A LOST VOTE.

On the very few occasions when Mr. Gladstone visits the inner lobby on his way to and from the Whips' room, he strides through the groups of members with stiffened back and head erect, apparently seeing nobody. This is a habit, certainly not discourteously meant, which cost him a valuable friend, and made for the Liberal party one of its bitterest and most effective enemies. Twenty years ago there entered the House of Commons in the prime of life a man who early proved the potentiality of his becoming one of its brightest ornaments. A Radical by conviction, instinct, and habits dating from boyhood, he had raised in an important district the drooping flag of Liberalism, and amid the disaster that attended it at the General Election of 1874, had carried nearly every seat in his own county.

There were other reasons why he might have looked for warm welcome from the Liberal chief on entering the House of Commons. Mr. Gladstone had a few years earlier, at another crisis in the fortunes of the party, been a guest at his father's house, and was indebted to him for substantial assistance in carrying the General Election of 1868. A singularly sensitive, retiring man, the new member felt disposed to shrink from the effusive reception that would naturally await him when he settled in London within the circuit of personal communication with Mr. Gladstone.
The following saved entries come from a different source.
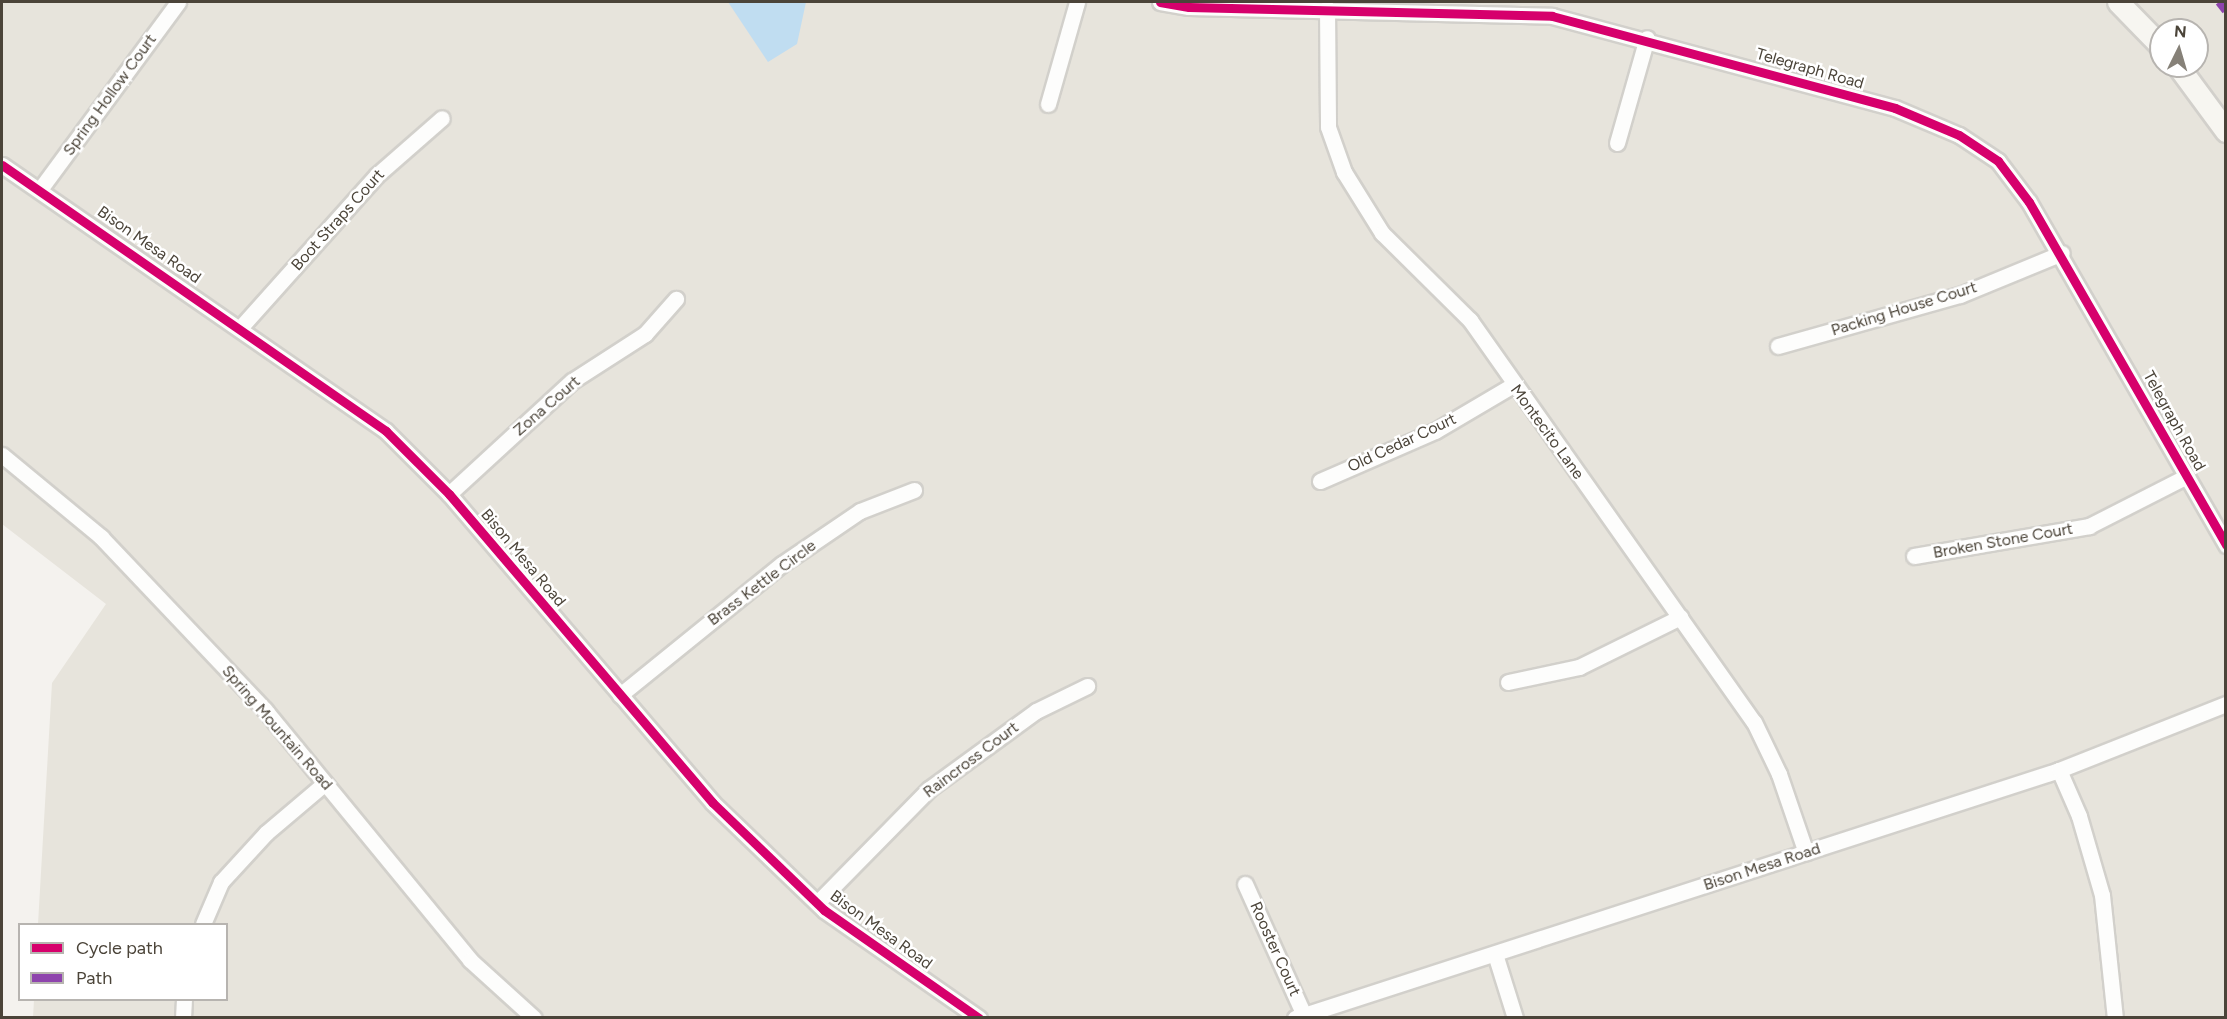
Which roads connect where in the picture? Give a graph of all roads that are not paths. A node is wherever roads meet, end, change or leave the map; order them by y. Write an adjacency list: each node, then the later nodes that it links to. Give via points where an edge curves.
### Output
1 (178, 2): 14 (street, Spring Hollow Court)
2 (1077, 2): 9 (street)
3 (1160, 2): 5 (street, Telegraph Road, via 1189,7)
4 (2118, 2): 6 (street)
5 (1327, 8): 7 (street, Telegraph Road, via 1552,16); 19 (street, Montecito Lane, via 1328,127 1344,172 1382,233 1470,320)
6 (2149, 34)
7 (1647, 38): 12 (street); 15 (street, Telegraph Road, via 1895,108 1959,135 1998,161)
8 (2187, 78): 11 (street)
9 (1048, 104)
10 (441, 118): 17 (street, Boot Straps Court, via 377,176)
11 (2226, 131)
12 (1617, 143)
13 (2, 165): 14 (street, Bison Mesa Road)
14 (41, 188): 17 (street, Bison Mesa Road)
15 (2062, 253): 18 (street, Packing House Court, via 1960,295); 21 (street, Telegraph Road)
16 (676, 299): 24 (street, Zona Court, via 645,334 572,381)
17 (240, 328): 24 (street, Bison Mesa Road, via 386,431)
18 (1778, 346)
19 (1513, 385): 22 (street, Old Cedar Court, via 1435,431); 27 (street, Montecito Lane)
20 (2, 455): 33 (street, Spring Mountain Road, via 100,537 265,710)
21 (2187, 476): 25 (street, Telegraph Road); 26 (street, Broken Stone Court, via 2089,526)
22 (1320, 481)
23 (915, 490): 30 (street, Brass Kettle Circle, via 860,511 782,564)
24 (449, 494): 30 (street, Bison Mesa Road)
25 (2226, 545)
26 (1914, 556)
27 (1680, 617): 28 (street, via 1579,667); 34 (street, Montecito Lane, via 1754,722 1779,774)
28 (1508, 682)
29 (1087, 686): 36 (street, Raincross Court, via 1036,711 930,789)
30 (620, 695): 36 (street, Bison Mesa Road, via 714,803)
31 (2226, 704): 32 (street, Bison Mesa Road)
32 (2059, 770): 34 (street, Bison Mesa Road); 45 (street, via 2079,816 2102,895)
33 (325, 783): 37 (street, via 266,833 221,882); 42 (street, Spring Mountain Road, via 470,960)
34 (1806, 854): 38 (street, Bison Mesa Road)
35 (1245, 884): 40 (street, Rooster Court)
36 (817, 903): 43 (street, Bison Mesa Road)
37 (203, 923)
38 (1495, 954): 40 (street, Bison Mesa Road); 44 (street)
39 (184, 1001): 41 (street)
40 (1300, 1016)
41 (183, 1017)
42 (534, 1017)
43 (979, 1017)
44 (1515, 1017)
45 (2115, 1017)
He was in his place below the gangway on the Opposition side for weeks through the Session of 1874. Mr. Gladstone, it is true, was not then in constant attendance, but he not infrequently looked in, and was at least within morning-call distance of the new member. They met for the first time in the quiet corridor skirting the Library, and Mr. Gladstone, his head in the air, passed his young friend, son of an old friend, without sign of recognition.

It was, of course, a mere accident, an undesigned oversight, certainly not enough to shape a man's political career. I do not say that alone it did it, but I have personal knowledge of the fact that it rankled deeply, and was the beginning of the end that wrecked a great career and has cost the Liberal party dearly.

MR. DISRAELI AND DR. O'LEARY.

There is a well-known story of close upon this date which illustrates Mr. Disraeli's manner in analogous circumstances. In the Parliament of 1874 there was a gentleman named Dr. O'Leary—William Haggarty O'Leary, member for Drogheda. The Doctor was a very small man, with gestures many sizes too big for him, and a voice that on occasion could emulate the volume of Major O'Gorman's. He was fierce withal, as one of his colleagues will remember. One night in the Session of 1875, when the Coercion Bill was under discussion, Dr. O'Leary was put up to move the adjournment. In those halcyon days it was possible for a member to recommend such a motion in a speech of any length to which he felt equal. Dr. O'Leary was proceeding apace when, his eye alighting on the immobile face of the noble lord who was then Mr. Dodson, he alluded to him as "the right hon. gentleman the Financial Secretary to the Treasury." A compatriot touched Dr. O'Leary's arm and reminded him that Mr. Dodson was no longer in office. "The late right hon. gentleman, then," retorted Dr. O'Leary, turning a blazing countenance on his interrupter.

"BEFORE THE FIRE."

It was pending the division on the third reading of the Empress of India Bill that Mr. Disraeli won over this irate Irishman. The Premier was anxious to have the third reading carried by a rattling majority, and spared no pains to gain doubtful votes. One night in a division on another Bill he came upon Dr. O'Leary in the Ministerial lobby, a place the then budding Parnellite party fitfully resorted to. Dizzy walked a few paces behind the member for Drogheda. Quickening his pace, he laid a hand on his shoulder and said: "My dear Doctor, you gave me quite a start. When I saw you I thought for a moment it was my old friend Tom Moore."